Juniors Moore and Davis make up the final two spots. Moore has not timed well this postseason but showcases some of the best closing speed in the draft. He has a smooth, compact backpedal and is always balanced and in position to make a play on the ball. On the other hand, Davis may have the best skill set of any corner but is too inconsistent with his footwork and technique. He isn't real compact, displays a sloppy transition and looks like a boom or bust prospect.
1. Sherrod Martin, Troy (6-1, 198)
2. William Moore, Missouri (6-0, 221)
3. Rashad Johnson, Alabama (5-11, 203)
4. Chip Vaughn, Wake Forest (6-2 221)
5. Patrick Chung, Oregon (5-11, 212)
Martin, the versatile defensive back from Troy, is being considered at both the free safety and cornerback spots. He's one of the smoothest DBs in this year's class and has the ability to make it at either position. However, his ball skills and impressive range in the center field-type role scream ball-hawking safety. Moore entered last season as the nation's top safety prospect, but an injury-riddled senior year caused his draft stock to fall. He's finally healthy and is starting to run and perform the way many scouts expected. There's a bit of an unknown concerning Moore and his pedestrian-like senior year, but his stellar play as a junior has me convinced he was simply playing hurt.
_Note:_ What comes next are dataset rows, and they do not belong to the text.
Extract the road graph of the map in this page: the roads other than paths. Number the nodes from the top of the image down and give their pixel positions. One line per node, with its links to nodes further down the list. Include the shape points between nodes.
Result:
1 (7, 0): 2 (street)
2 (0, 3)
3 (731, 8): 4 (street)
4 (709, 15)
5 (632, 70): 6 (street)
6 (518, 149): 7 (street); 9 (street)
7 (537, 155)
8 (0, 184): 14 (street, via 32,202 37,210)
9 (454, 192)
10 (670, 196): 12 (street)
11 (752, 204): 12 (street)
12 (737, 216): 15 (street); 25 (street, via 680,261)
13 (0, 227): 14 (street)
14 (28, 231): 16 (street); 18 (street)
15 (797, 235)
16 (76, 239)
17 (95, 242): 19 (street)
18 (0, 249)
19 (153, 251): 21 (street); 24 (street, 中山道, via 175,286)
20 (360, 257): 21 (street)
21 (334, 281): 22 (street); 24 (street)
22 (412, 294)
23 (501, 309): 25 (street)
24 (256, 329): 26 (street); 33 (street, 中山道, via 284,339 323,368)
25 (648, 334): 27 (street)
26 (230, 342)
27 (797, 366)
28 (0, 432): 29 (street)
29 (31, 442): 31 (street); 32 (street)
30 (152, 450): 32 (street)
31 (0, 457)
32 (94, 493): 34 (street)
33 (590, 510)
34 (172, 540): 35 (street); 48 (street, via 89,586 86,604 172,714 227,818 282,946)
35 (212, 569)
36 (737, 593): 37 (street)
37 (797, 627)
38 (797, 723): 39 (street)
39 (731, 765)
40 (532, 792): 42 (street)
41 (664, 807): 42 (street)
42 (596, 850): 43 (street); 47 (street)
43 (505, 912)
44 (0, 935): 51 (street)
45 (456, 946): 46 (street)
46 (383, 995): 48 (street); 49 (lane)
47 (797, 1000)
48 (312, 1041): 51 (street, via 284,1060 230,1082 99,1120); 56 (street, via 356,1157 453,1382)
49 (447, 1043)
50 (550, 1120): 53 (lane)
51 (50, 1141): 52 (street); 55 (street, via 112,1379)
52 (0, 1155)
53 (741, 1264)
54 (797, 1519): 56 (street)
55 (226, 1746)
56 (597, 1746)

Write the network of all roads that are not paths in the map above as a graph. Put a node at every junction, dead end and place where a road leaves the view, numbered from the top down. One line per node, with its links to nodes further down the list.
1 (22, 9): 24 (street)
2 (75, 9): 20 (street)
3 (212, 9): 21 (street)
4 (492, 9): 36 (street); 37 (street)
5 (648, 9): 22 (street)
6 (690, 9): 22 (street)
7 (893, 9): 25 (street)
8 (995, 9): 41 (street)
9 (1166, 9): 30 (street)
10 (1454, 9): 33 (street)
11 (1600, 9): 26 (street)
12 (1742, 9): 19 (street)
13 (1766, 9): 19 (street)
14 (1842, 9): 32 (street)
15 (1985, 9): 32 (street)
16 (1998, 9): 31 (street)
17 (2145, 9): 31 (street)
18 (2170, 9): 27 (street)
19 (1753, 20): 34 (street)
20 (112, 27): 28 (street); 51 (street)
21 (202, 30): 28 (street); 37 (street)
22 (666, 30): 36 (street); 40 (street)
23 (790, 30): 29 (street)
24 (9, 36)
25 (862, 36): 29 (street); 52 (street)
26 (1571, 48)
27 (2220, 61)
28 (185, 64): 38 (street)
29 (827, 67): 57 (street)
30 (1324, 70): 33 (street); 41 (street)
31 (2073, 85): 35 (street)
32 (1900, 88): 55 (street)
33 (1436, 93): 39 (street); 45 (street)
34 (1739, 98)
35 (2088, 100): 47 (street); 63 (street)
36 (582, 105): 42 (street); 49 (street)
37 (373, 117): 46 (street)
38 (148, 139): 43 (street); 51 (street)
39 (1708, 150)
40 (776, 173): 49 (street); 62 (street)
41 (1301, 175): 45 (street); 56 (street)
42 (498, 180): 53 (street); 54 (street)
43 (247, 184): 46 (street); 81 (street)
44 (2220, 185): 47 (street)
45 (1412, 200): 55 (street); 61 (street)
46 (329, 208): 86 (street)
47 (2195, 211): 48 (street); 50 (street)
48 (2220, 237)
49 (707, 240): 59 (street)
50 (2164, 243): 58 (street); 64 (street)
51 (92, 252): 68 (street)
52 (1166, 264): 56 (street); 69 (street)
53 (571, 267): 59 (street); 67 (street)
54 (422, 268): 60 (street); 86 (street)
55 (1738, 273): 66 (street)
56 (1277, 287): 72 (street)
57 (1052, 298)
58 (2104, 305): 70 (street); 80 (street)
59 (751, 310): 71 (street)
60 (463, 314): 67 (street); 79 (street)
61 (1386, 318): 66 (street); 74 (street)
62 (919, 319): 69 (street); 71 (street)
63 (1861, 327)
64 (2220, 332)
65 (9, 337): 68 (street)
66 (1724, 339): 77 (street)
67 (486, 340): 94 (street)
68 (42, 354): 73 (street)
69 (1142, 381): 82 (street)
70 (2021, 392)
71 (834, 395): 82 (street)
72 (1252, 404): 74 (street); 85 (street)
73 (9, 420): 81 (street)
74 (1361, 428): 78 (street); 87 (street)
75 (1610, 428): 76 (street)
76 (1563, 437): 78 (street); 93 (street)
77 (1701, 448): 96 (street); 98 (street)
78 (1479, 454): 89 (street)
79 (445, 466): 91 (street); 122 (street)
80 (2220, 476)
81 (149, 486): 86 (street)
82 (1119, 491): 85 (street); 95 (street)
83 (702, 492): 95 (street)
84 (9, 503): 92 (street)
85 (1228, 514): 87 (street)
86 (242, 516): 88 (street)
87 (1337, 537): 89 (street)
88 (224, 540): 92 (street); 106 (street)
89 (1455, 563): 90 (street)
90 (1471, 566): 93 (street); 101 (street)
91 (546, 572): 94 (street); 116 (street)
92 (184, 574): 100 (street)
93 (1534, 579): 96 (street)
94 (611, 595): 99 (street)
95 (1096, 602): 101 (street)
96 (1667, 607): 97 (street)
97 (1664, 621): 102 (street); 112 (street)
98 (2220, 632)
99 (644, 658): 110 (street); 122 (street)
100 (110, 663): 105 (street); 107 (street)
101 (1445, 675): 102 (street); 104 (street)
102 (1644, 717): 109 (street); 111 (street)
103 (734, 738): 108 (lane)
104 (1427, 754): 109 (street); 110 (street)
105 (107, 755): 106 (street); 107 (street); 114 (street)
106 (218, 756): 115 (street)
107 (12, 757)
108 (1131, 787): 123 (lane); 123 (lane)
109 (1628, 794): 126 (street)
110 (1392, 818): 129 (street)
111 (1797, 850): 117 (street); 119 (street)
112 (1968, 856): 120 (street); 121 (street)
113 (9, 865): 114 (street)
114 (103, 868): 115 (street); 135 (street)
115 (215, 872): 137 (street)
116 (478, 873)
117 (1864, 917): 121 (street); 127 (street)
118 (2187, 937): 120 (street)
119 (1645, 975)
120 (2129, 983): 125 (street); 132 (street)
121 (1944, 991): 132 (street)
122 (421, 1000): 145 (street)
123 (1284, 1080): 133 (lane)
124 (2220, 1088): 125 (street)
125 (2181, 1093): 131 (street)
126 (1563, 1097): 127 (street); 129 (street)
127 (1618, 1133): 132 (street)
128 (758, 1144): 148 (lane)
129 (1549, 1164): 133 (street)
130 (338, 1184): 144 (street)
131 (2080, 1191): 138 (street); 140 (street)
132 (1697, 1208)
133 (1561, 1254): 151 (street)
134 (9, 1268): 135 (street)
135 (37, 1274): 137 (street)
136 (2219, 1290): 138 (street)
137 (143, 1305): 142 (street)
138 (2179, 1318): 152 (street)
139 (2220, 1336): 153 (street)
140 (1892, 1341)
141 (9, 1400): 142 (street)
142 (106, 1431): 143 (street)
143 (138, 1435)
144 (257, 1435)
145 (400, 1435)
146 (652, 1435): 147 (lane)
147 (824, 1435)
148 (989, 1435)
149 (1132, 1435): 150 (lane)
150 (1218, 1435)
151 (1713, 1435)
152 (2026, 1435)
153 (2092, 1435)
Rashad Johnson, one of the nation's most instinctive defensive back, ranks third in the class. He's a ball-hawking safety who consistently reads the action quickly and is always flowing toward the play. He's a lot more physical than his frame indicates and should come off the board some time during the second or third round. Vaughn and Chung round out the group. Both are physical, hard-hitting defensive backs, although Vaughn displays much better range and fluidity in coverage. Chung gets by on his instincts, but he doesn't display the same type of recovery speed possessed by Vaughn.